**Problem to solve:** All of the entries must be output exactly as they are.

════

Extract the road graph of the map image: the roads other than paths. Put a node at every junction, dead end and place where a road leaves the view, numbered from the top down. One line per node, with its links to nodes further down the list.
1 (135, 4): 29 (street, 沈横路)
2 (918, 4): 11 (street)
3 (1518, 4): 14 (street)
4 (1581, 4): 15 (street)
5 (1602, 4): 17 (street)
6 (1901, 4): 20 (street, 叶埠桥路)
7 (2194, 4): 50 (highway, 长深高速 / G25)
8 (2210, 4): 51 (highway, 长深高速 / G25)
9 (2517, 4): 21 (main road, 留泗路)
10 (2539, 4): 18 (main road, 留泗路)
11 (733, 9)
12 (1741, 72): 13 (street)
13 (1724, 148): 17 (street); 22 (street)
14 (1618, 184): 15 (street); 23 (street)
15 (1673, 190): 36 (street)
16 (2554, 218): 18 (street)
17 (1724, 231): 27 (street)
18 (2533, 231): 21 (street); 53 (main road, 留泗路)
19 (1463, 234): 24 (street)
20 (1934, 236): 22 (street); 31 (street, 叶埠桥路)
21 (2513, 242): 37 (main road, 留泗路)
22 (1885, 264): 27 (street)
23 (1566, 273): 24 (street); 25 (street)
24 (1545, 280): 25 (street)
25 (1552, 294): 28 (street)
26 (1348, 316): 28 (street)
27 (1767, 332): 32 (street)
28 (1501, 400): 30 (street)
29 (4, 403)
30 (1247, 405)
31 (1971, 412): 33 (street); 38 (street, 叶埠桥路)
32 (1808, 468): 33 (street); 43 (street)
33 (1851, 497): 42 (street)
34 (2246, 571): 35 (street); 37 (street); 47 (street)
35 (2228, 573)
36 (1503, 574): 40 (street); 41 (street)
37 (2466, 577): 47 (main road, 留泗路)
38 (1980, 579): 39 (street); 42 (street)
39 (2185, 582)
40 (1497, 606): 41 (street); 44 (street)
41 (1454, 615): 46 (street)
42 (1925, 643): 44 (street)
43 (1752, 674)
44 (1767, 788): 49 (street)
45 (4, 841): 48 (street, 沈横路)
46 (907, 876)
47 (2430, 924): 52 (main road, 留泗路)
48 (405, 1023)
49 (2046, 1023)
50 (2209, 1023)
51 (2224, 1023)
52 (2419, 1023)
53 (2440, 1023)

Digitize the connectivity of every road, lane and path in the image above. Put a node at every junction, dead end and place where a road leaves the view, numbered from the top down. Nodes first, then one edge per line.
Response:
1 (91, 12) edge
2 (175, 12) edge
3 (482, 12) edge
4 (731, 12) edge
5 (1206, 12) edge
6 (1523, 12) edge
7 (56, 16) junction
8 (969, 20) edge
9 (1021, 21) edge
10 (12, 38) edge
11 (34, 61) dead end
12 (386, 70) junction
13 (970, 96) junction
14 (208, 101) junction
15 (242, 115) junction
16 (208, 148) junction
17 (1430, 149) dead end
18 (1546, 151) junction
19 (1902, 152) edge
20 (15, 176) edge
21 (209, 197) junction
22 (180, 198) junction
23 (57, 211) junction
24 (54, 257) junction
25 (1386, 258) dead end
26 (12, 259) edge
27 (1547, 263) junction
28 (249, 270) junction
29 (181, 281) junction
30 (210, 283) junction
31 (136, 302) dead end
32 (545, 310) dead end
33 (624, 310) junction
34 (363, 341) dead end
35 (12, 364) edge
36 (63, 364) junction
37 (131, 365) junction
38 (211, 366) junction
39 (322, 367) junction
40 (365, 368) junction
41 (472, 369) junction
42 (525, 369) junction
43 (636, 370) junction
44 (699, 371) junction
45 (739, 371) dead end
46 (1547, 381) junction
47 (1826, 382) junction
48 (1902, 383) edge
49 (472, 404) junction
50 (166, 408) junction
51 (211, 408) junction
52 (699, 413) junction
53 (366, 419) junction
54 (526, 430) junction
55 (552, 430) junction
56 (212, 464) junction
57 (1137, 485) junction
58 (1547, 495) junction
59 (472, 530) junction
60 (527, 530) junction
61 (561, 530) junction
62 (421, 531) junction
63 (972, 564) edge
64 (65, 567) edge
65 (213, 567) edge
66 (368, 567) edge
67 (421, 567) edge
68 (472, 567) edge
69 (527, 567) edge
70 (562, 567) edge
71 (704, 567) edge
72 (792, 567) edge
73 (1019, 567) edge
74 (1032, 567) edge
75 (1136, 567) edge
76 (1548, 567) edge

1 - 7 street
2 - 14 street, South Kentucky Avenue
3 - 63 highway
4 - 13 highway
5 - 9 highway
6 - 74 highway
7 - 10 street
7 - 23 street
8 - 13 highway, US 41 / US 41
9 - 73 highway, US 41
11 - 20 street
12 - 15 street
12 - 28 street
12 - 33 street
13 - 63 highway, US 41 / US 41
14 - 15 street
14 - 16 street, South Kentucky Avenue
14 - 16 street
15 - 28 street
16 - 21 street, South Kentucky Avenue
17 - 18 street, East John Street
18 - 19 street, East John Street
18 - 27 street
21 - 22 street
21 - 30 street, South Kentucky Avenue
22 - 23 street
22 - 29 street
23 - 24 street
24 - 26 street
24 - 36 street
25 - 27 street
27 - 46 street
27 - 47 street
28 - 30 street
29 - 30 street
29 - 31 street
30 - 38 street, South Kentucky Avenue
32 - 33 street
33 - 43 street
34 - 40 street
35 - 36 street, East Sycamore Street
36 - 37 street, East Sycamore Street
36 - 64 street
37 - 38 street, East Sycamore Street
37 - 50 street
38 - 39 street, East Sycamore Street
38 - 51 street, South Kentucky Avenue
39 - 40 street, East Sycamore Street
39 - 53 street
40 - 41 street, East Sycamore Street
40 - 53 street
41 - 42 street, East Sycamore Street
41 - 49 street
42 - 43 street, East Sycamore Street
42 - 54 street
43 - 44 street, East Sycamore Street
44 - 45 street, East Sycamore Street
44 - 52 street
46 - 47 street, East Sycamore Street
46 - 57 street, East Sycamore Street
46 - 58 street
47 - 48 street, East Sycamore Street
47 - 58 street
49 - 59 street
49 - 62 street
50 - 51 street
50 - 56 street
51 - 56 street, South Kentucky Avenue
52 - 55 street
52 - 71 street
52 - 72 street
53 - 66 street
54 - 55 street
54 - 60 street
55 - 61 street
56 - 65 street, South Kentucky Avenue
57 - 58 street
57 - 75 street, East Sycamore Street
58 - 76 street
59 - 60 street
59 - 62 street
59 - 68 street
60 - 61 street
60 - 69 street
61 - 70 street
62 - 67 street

════

**Task solution:**
Extract the road graph of the map image: the roads other than paths. Put a node at every junction, dead end and place where a road leaves the view, numbered from the top down. One line per node, with its links to nodes further down the list.
1 (135, 4): 29 (street, 沈横路)
2 (918, 4): 11 (street)
3 (1518, 4): 14 (street)
4 (1581, 4): 15 (street)
5 (1602, 4): 17 (street)
6 (1901, 4): 20 (street, 叶埠桥路)
7 (2194, 4): 50 (highway, 长深高速 / G25)
8 (2210, 4): 51 (highway, 长深高速 / G25)
9 (2517, 4): 21 (main road, 留泗路)
10 (2539, 4): 18 (main road, 留泗路)
11 (733, 9)
12 (1741, 72): 13 (street)
13 (1724, 148): 17 (street); 22 (street)
14 (1618, 184): 15 (street); 23 (street)
15 (1673, 190): 36 (street)
16 (2554, 218): 18 (street)
17 (1724, 231): 27 (street)
18 (2533, 231): 21 (street); 53 (main road, 留泗路)
19 (1463, 234): 24 (street)
20 (1934, 236): 22 (street); 31 (street, 叶埠桥路)
21 (2513, 242): 37 (main road, 留泗路)
22 (1885, 264): 27 (street)
23 (1566, 273): 24 (street); 25 (street)
24 (1545, 280): 25 (street)
25 (1552, 294): 28 (street)
26 (1348, 316): 28 (street)
27 (1767, 332): 32 (street)
28 (1501, 400): 30 (street)
29 (4, 403)
30 (1247, 405)
31 (1971, 412): 33 (street); 38 (street, 叶埠桥路)
32 (1808, 468): 33 (street); 43 (street)
33 (1851, 497): 42 (street)
34 (2246, 571): 35 (street); 37 (street); 47 (street)
35 (2228, 573)
36 (1503, 574): 40 (street); 41 (street)
37 (2466, 577): 47 (main road, 留泗路)
38 (1980, 579): 39 (street); 42 (street)
39 (2185, 582)
40 (1497, 606): 41 (street); 44 (street)
41 (1454, 615): 46 (street)
42 (1925, 643): 44 (street)
43 (1752, 674)
44 (1767, 788): 49 (street)
45 (4, 841): 48 (street, 沈横路)
46 (907, 876)
47 (2430, 924): 52 (main road, 留泗路)
48 (405, 1023)
49 (2046, 1023)
50 (2209, 1023)
51 (2224, 1023)
52 (2419, 1023)
53 (2440, 1023)

Digitize the connectivity of every road, lane and path in the image above. Put a node at every junction, dead end and place where a road leaves the view, numbered from the top down. Nodes first, then one edge per line.
Response:
1 (91, 12) edge
2 (175, 12) edge
3 (482, 12) edge
4 (731, 12) edge
5 (1206, 12) edge
6 (1523, 12) edge
7 (56, 16) junction
8 (969, 20) edge
9 (1021, 21) edge
10 (12, 38) edge
11 (34, 61) dead end
12 (386, 70) junction
13 (970, 96) junction
14 (208, 101) junction
15 (242, 115) junction
16 (208, 148) junction
17 (1430, 149) dead end
18 (1546, 151) junction
19 (1902, 152) edge
20 (15, 176) edge
21 (209, 197) junction
22 (180, 198) junction
23 (57, 211) junction
24 (54, 257) junction
25 (1386, 258) dead end
26 (12, 259) edge
27 (1547, 263) junction
28 (249, 270) junction
29 (181, 281) junction
30 (210, 283) junction
31 (136, 302) dead end
32 (545, 310) dead end
33 (624, 310) junction
34 (363, 341) dead end
35 (12, 364) edge
36 (63, 364) junction
37 (131, 365) junction
38 (211, 366) junction
39 (322, 367) junction
40 (365, 368) junction
41 (472, 369) junction
42 (525, 369) junction
43 (636, 370) junction
44 (699, 371) junction
45 (739, 371) dead end
46 (1547, 381) junction
47 (1826, 382) junction
48 (1902, 383) edge
49 (472, 404) junction
50 (166, 408) junction
51 (211, 408) junction
52 (699, 413) junction
53 (366, 419) junction
54 (526, 430) junction
55 (552, 430) junction
56 (212, 464) junction
57 (1137, 485) junction
58 (1547, 495) junction
59 (472, 530) junction
60 (527, 530) junction
61 (561, 530) junction
62 (421, 531) junction
63 (972, 564) edge
64 (65, 567) edge
65 (213, 567) edge
66 (368, 567) edge
67 (421, 567) edge
68 (472, 567) edge
69 (527, 567) edge
70 (562, 567) edge
71 (704, 567) edge
72 (792, 567) edge
73 (1019, 567) edge
74 (1032, 567) edge
75 (1136, 567) edge
76 (1548, 567) edge

1 - 7 street
2 - 14 street, South Kentucky Avenue
3 - 63 highway
4 - 13 highway
5 - 9 highway
6 - 74 highway
7 - 10 street
7 - 23 street
8 - 13 highway, US 41 / US 41
9 - 73 highway, US 41
11 - 20 street
12 - 15 street
12 - 28 street
12 - 33 street
13 - 63 highway, US 41 / US 41
14 - 15 street
14 - 16 street, South Kentucky Avenue
14 - 16 street
15 - 28 street
16 - 21 street, South Kentucky Avenue
17 - 18 street, East John Street
18 - 19 street, East John Street
18 - 27 street
21 - 22 street
21 - 30 street, South Kentucky Avenue
22 - 23 street
22 - 29 street
23 - 24 street
24 - 26 street
24 - 36 street
25 - 27 street
27 - 46 street
27 - 47 street
28 - 30 street
29 - 30 street
29 - 31 street
30 - 38 street, South Kentucky Avenue
32 - 33 street
33 - 43 street
34 - 40 street
35 - 36 street, East Sycamore Street
36 - 37 street, East Sycamore Street
36 - 64 street
37 - 38 street, East Sycamore Street
37 - 50 street
38 - 39 street, East Sycamore Street
38 - 51 street, South Kentucky Avenue
39 - 40 street, East Sycamore Street
39 - 53 street
40 - 41 street, East Sycamore Street
40 - 53 street
41 - 42 street, East Sycamore Street
41 - 49 street
42 - 43 street, East Sycamore Street
42 - 54 street
43 - 44 street, East Sycamore Street
44 - 45 street, East Sycamore Street
44 - 52 street
46 - 47 street, East Sycamore Street
46 - 57 street, East Sycamore Street
46 - 58 street
47 - 48 street, East Sycamore Street
47 - 58 street
49 - 59 street
49 - 62 street
50 - 51 street
50 - 56 street
51 - 56 street, South Kentucky Avenue
52 - 55 street
52 - 71 street
52 - 72 street
53 - 66 street
54 - 55 street
54 - 60 street
55 - 61 street
56 - 65 street, South Kentucky Avenue
57 - 58 street
57 - 75 street, East Sycamore Street
58 - 76 street
59 - 60 street
59 - 62 street
59 - 68 street
60 - 61 street
60 - 69 street
61 - 70 street
62 - 67 street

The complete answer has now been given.